Y salgo de mi madriguera dispuesto a comprobar que el fruto de mis desvelos por
fin ha tomado forma.
III
Mmm… Aquella antediluviana Máquina de la Verdad es un cochecito de pedales
al lado de mi Filtro de las Apariencias… Por supuesto, esto que llevo puesto no
es un lector de pensamientos, pero ya
llegará el día, ya. Me asomo a la barandilla del corredor. Hay movimiento en el
Centro Superior de Investigación. Barullo a estas horas de la mañana. La gente
confluye en la entrada de este edificio que en su día fue construido con
pólvora de rey y que hoy apenas registra actividad por falta de fondos. “Buenos
días, Manfred”. “Buenos días, Quintín”. Ajajá. Me sonríe. Pero capto con toda
nitidez la tirria que me tiene. Todo por envidia, por supuesto. De mi
laboratorio salen inventos a porrillo y del suyo sólo blufes. ¡Eureka, parece que
este chisme funciona!
IV
Me doy la vuelta. Tengo que darle la buena nueva a mi discípulo. Corro
hacia mi despacho. Lo que intuía. Gaetano está roque tumbado en mi sillón. Le
corre la salivilla por la comisura de los labios. “¡Eh, eh, chicooooo!”. Pobre,
da un bote tremendo. “Ya lo tenemos”. Señalo las gafas que llevo puestas. “Y
parece que funciona”. Bosteza. Me las voy a quitar para que las pruebe. Pero
mientras exclama: “Biennnn, no te puedes imaginar lo que me alegro”,
inmediatamente detecto un resentimiento, un odio feroz, dirigido íntegramente hacia
mí. Como si fuera un: “yo puse el trabajo y tú recibirás las medallas”.

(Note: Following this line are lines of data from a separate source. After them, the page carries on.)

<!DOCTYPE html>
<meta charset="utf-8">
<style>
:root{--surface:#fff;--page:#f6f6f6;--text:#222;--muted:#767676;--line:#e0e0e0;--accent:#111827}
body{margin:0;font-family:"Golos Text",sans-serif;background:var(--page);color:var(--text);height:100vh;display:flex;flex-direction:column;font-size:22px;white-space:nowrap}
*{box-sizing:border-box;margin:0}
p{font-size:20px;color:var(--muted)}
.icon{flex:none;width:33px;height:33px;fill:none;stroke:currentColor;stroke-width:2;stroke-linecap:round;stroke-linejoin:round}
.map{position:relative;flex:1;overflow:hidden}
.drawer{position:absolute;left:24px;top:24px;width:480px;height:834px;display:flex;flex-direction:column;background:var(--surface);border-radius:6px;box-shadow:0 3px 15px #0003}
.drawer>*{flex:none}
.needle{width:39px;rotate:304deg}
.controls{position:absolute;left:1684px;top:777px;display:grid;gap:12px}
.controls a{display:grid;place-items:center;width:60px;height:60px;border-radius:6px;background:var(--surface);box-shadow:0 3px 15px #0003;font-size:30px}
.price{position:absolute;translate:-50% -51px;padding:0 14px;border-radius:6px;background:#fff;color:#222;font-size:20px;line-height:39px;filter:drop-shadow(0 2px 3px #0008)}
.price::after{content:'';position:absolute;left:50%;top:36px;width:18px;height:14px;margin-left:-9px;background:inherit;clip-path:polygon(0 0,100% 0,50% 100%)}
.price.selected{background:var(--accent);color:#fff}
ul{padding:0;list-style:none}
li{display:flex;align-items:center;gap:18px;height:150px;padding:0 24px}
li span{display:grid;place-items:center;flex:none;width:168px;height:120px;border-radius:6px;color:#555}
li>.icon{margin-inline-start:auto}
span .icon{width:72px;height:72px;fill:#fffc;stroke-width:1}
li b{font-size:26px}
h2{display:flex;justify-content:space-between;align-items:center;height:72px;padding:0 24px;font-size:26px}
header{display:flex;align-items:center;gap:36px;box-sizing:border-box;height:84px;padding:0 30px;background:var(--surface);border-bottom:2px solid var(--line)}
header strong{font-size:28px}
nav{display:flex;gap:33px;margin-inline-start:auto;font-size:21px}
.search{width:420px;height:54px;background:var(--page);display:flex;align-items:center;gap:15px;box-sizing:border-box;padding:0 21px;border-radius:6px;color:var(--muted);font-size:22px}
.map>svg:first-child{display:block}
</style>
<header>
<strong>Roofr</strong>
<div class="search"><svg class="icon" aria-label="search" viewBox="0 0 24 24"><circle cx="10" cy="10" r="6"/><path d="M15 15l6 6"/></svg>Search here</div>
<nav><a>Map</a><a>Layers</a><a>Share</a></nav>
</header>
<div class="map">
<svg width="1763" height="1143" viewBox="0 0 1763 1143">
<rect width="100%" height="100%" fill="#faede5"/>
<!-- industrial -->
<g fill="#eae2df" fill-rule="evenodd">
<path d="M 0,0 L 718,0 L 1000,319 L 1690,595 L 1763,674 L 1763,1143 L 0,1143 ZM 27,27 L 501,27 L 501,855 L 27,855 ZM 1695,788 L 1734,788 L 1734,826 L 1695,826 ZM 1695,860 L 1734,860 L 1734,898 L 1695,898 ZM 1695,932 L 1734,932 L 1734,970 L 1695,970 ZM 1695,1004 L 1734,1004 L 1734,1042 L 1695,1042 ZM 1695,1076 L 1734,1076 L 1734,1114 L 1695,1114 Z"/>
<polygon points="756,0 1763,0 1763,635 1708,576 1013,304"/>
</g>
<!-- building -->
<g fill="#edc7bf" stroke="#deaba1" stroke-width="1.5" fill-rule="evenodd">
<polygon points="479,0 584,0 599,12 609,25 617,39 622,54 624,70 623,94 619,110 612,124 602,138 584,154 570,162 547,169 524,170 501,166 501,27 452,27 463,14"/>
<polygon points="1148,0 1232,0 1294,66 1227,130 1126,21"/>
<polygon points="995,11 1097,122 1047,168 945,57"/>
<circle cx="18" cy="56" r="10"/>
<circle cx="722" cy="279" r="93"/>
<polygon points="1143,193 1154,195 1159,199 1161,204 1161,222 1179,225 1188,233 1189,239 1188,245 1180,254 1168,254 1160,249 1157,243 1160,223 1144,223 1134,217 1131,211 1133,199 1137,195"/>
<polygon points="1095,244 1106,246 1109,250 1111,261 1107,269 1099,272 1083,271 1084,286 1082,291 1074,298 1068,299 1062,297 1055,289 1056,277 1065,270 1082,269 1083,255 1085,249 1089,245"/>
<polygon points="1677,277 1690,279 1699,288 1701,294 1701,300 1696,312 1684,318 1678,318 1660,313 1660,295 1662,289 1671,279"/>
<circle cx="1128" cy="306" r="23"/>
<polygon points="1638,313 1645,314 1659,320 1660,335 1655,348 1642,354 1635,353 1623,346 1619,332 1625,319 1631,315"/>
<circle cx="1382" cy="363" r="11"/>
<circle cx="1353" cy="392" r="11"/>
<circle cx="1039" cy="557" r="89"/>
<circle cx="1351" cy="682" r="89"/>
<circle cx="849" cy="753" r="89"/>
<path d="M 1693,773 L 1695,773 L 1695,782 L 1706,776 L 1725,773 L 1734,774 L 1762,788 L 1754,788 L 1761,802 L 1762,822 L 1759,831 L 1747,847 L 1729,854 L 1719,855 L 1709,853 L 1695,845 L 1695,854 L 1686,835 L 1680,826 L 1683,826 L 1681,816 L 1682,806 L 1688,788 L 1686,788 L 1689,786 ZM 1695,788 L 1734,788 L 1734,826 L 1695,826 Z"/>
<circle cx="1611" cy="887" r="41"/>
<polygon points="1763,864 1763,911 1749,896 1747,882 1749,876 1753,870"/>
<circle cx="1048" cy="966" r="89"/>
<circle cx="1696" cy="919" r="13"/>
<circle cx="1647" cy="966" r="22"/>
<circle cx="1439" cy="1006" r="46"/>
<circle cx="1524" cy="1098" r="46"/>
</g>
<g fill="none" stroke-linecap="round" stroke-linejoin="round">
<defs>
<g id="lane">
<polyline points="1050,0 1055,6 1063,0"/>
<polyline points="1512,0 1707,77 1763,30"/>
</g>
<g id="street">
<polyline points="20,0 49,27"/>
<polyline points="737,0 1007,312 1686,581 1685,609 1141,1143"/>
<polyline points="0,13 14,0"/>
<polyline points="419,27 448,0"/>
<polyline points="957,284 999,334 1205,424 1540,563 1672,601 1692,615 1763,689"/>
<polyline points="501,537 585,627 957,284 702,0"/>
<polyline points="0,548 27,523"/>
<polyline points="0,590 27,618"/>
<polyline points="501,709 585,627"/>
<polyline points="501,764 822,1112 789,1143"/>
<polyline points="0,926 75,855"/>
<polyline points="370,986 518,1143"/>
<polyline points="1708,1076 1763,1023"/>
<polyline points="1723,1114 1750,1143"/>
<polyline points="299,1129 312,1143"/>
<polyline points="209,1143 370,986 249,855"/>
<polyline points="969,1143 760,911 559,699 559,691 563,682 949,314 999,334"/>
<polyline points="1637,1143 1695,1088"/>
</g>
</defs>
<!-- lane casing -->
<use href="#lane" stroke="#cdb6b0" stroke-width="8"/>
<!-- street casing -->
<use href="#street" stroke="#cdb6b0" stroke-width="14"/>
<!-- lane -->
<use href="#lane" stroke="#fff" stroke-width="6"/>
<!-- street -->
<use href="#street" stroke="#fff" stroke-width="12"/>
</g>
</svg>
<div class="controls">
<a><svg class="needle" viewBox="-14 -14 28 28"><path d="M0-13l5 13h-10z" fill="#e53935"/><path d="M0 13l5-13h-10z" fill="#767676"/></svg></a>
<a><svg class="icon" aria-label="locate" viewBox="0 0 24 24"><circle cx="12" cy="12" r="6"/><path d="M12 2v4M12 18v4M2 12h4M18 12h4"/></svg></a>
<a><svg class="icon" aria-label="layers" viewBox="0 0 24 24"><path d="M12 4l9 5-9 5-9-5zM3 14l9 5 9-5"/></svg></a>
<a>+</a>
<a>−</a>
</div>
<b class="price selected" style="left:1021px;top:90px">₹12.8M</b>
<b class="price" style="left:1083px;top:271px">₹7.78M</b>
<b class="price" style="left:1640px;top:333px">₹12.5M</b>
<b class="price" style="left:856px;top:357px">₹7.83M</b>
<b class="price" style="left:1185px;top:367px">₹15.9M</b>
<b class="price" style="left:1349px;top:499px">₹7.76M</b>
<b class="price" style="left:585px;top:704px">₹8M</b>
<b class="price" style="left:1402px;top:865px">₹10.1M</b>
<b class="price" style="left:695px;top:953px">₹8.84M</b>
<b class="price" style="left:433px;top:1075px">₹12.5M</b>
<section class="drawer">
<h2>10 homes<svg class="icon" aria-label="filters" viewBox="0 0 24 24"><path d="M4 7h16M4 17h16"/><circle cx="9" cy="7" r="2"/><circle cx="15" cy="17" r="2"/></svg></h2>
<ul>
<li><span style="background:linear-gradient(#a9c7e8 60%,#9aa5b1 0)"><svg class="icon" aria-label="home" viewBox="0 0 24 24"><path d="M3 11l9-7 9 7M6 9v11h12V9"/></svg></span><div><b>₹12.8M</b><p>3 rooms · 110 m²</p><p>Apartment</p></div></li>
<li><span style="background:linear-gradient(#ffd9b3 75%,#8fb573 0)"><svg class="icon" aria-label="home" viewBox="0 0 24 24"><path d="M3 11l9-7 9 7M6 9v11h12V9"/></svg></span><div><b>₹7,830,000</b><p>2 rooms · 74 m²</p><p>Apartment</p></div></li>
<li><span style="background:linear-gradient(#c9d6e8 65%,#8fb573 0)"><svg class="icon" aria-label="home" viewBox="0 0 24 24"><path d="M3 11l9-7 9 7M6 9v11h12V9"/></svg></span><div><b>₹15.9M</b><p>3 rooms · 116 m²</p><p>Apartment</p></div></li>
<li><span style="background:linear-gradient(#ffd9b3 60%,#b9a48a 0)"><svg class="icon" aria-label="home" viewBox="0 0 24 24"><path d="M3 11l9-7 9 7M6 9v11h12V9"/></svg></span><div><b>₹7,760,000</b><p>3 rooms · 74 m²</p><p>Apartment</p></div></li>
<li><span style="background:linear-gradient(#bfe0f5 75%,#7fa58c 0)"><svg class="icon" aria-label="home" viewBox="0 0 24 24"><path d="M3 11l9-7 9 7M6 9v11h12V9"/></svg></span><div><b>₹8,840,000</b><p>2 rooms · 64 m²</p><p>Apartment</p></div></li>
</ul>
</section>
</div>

Instintivamente, doy entonces un paso atrás, me excuso: “huy, huy… me parece
que no van bien… voy a tener que revisar desde el principio lo que pasa”.
Gaetano se queda mudo, con las ganas ponerse las gafas. Yo salgo de nuevo al
corredor. Me muerdo los labios. Cierro los ojos. “Gaetano… ¿tú también, hijo
mío?”.
V
Voy por la calle. Ando deprisa bajo un cielo polarizado. No me quito las
gafas ni para… ni para eso que nadie puede hacer por mí. Ya era muy consciente
del alcance de mi invento. Ahora todavía más. Ahí baja la gente del trolebús al
que me voy a subir. Éste, éste por ejemplo. Se me va la vista detrás. Tanto,
que se da cuenta. ¡Es que se nota tanto que su opción sexual no es la que aparenta!
Me emociono. Funciona este chisme, funciona. Al final, me recrimina: “¡Oiga!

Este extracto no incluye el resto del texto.